第16話 祝祭

文字数 4,712文字

「ねえ、お姐さん、誰が言いだしたのか知れやしないんだけど...」
 是清による外資導入に対する国粋主義者達の不満も収まりつつあった明治三十年(1897年)、烏森の蝉の声が弱々しくなった頃、マサの事を芸妓の頃から慕っていた照近江の小冬という芸妓が翌年の四月に行われる奠都(てんと)三十年事の催しの事で、マサにところに相談に来た。
「大名行列ですって。なんでも奥向の行列までするそうじゃない。」
 マサは、奠都三十年事の催しで、いろいろな花街から芸妓が集められるらしいということは光山から聞いていた。新橋、烏森の花街も全面的に協力するらしい。もっとも、大名行列は東京中央での話で、烏森と新橋北地は天の岩戸を飾った山車を曳き出し、京橋区から芝区を練り歩くという事だ。芸妓は烏森と新橋煉瓦地から百三十名ほど参加する予定となっていた。マサも光山から催しに加わる芸妓の人選についての密かな相談も受けていた。組合の方とだけ話しをしていても、それぞれの置屋の強弱が影響してしまい、本当に参加させたい芸妓が参加できないかも知れないのだ。小冬はあるいはその事に気付いていて、マサに取り持って欲しいと思って来たのかも知れない。照近江は何しろ、お鯉を筆頭に強力な芸妓を何人も抱えているのだから、ぼうっとしてたら置いて行かれると思ったのだろう。
「大名行列はわからないけど、新橋の山車の行列なら数も多いらしいので参加できるかも知れないから、あたしから光山さんに聞いてみるわよ。」
 マサがそう言うと、小冬は小躍りするように喜び、「さすがはマサさんだわ。話をしに来て良かった。」とだけ言って、まだ座敷の時間には間がある烏森の花街の中へ消えていった。
「新橋ではね、銀座の一丁目まで、両側に紅白の幔幕を張って、市松障子の屋根を付けた行燈や球燈を飾り、尾張町のところには大国旗を交叉させるつもりなんだ。どうかね?想像するだけでも綺麗じゃ無いか?」
 光山は催事はお手の物と言った感じで、自分の考えを披露した。

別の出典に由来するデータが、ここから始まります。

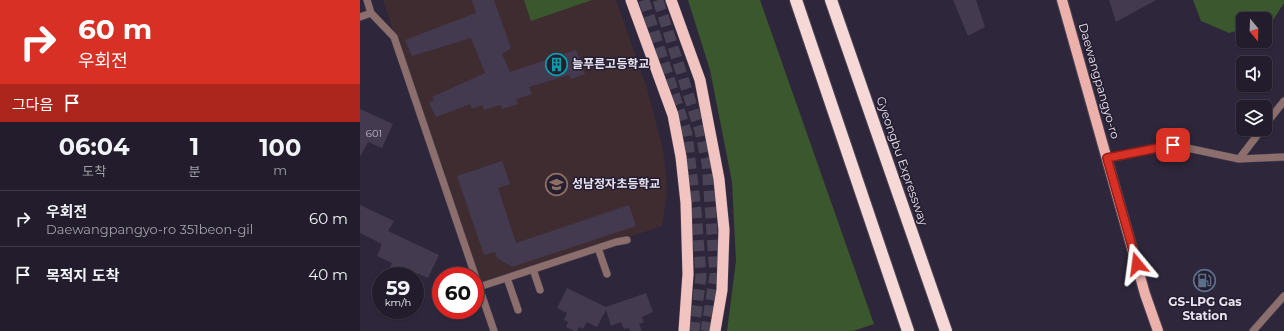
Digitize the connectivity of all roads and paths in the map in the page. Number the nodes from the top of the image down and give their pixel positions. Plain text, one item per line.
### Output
1 (367, 0) edge
2 (631, 0) edge
3 (672, 0) edge
4 (796, 0) edge
5 (831, 0) edge
6 (840, 0) edge
7 (1062, 0) edge
8 (371, 13) junction
9 (360, 17) edge
10 (846, 42) junction
11 (1284, 101) edge
12 (1272, 116) edge
13 (1257, 136) edge
14 (1284, 157) edge
15 (1107, 158) junction
16 (1239, 160) junction
17 (627, 240) dead end
18 (598, 248) junction
19 (472, 267) edge
20 (533, 269) junction
21 (607, 274) dead end
22 (507, 278) junction
23 (484, 285) edge
24 (540, 290) dead end
25 (1284, 296) edge
26 (484, 302) edge
27 (518, 310) dead end
28 (494, 331) edge
29 (684, 331) edge
30 (715, 331) edge
31 (908, 331) edge
32 (946, 331) edge
33 (1158, 331) edge
34 (1253, 331) edge

1 - 8 lane
2 - 29 highway
3 - 30 highway
4 - 31 highway
5 - 10 highway, Gyeongbu Expressway
6 - 10 highway
7 - 15 main road, Daewangpangyo-ro
8 - 9 lane
8 - 19 lane
10 - 32 highway, Gyeongbu Expressway
11 - 12 lane
13 - 16 lane
14 - 16 lane
15 - 16 lane
15 - 33 main road, Daewangpangyo-ro
17 - 18 lane
18 - 20 lane
18 - 21 lane
20 - 22 lane
20 - 24 lane
22 - 23 lane
22 - 27 lane
25 - 34 lane
26 - 28 lane

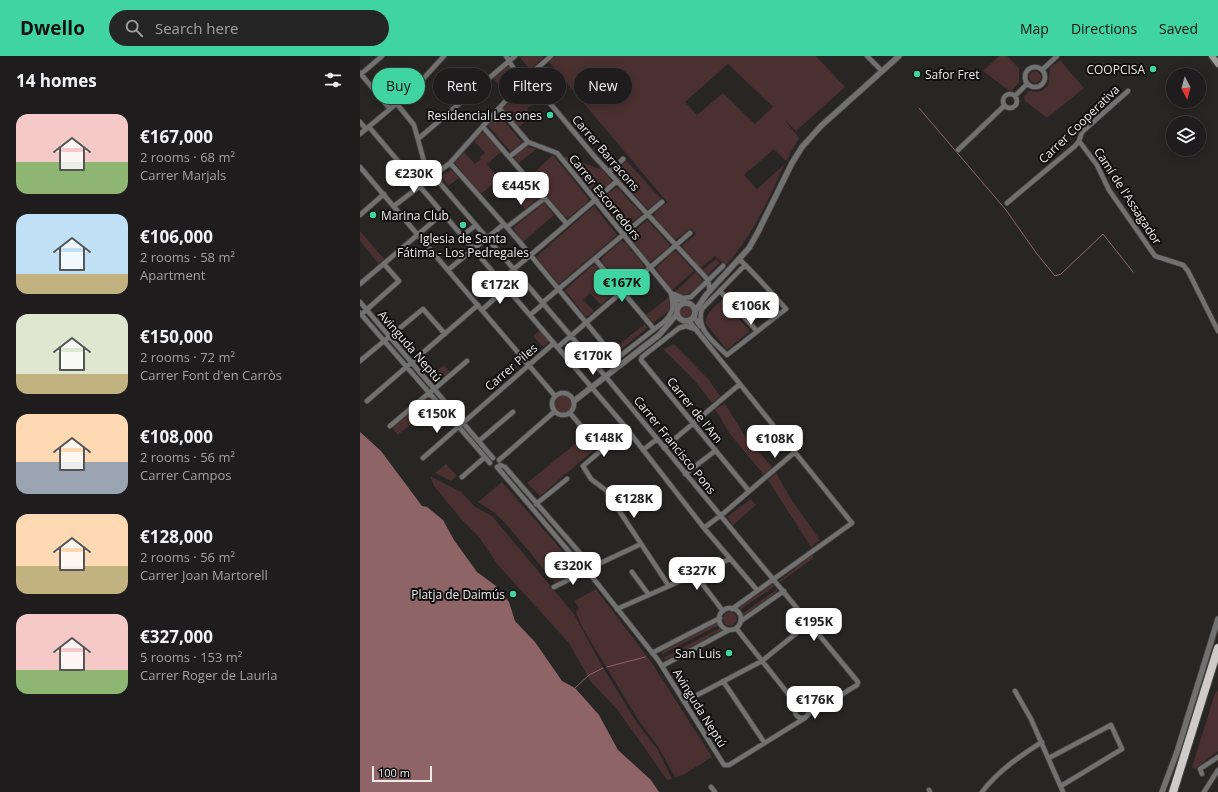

光山は肝心の大名行列にも関わってはいるようだったが、柳橋やら他の花街も加わっての大行列となると、手駒を動かすようには行かないようだった。
「まあでもね、この大名行列もできるだけこの新橋から行列に参加する芸妓を出したいよね。なぜなら、今や新橋の花街が一番だし、新橋の芸妓が一番華やかだからね。行列に一番花を添えられるのが新橋の芸妓達だからね。そして、できるだけ華麗な行列とすることで、この国の雅と力をあらためて披露するんです。これは海外からも注目されますよ。日本という国の力をアッピールしましょう。」
 光山はマサにこういうと、昔の芸妓仲間にも声を掛けておいてくれと頼んでいた。光山は、新橋からも数多くの芸妓、役者に行列に参加してもらい、完璧な大名行列と奥女中の行列を東京の街に再現させるつもりだったが、実は奥女中行列の先頭を誰にするか悩んでいた。
「芸妓はみんな綺麗だが、お妻ほどの艶やかさを持った芸妓はなかなかいないね。お妻が新橋から消えた今、あれだけの芸妓達を随えてなおかつ艶やかさで目立つ芸妓はなかなかいないね。どうだい、マサさんが先頭に立っては?」そういう光山の提案について、露ほども考える余地は無いとでも言いたげに、マサは別の提案をした。
「お鯉さんがいるじゃない。それだけの大役を勉められるのはお鯉さんしかいないんじゃないかしら?」
「お鯉かあ。確かにあれだけの美人芸者はそうそういないね。そうするかね。」
 光山はさっきまでお妻が一番と言わんばかりだったのを忘れたかのように、マサの提案に乗ってお鯉に声を掛ける気になったらしい。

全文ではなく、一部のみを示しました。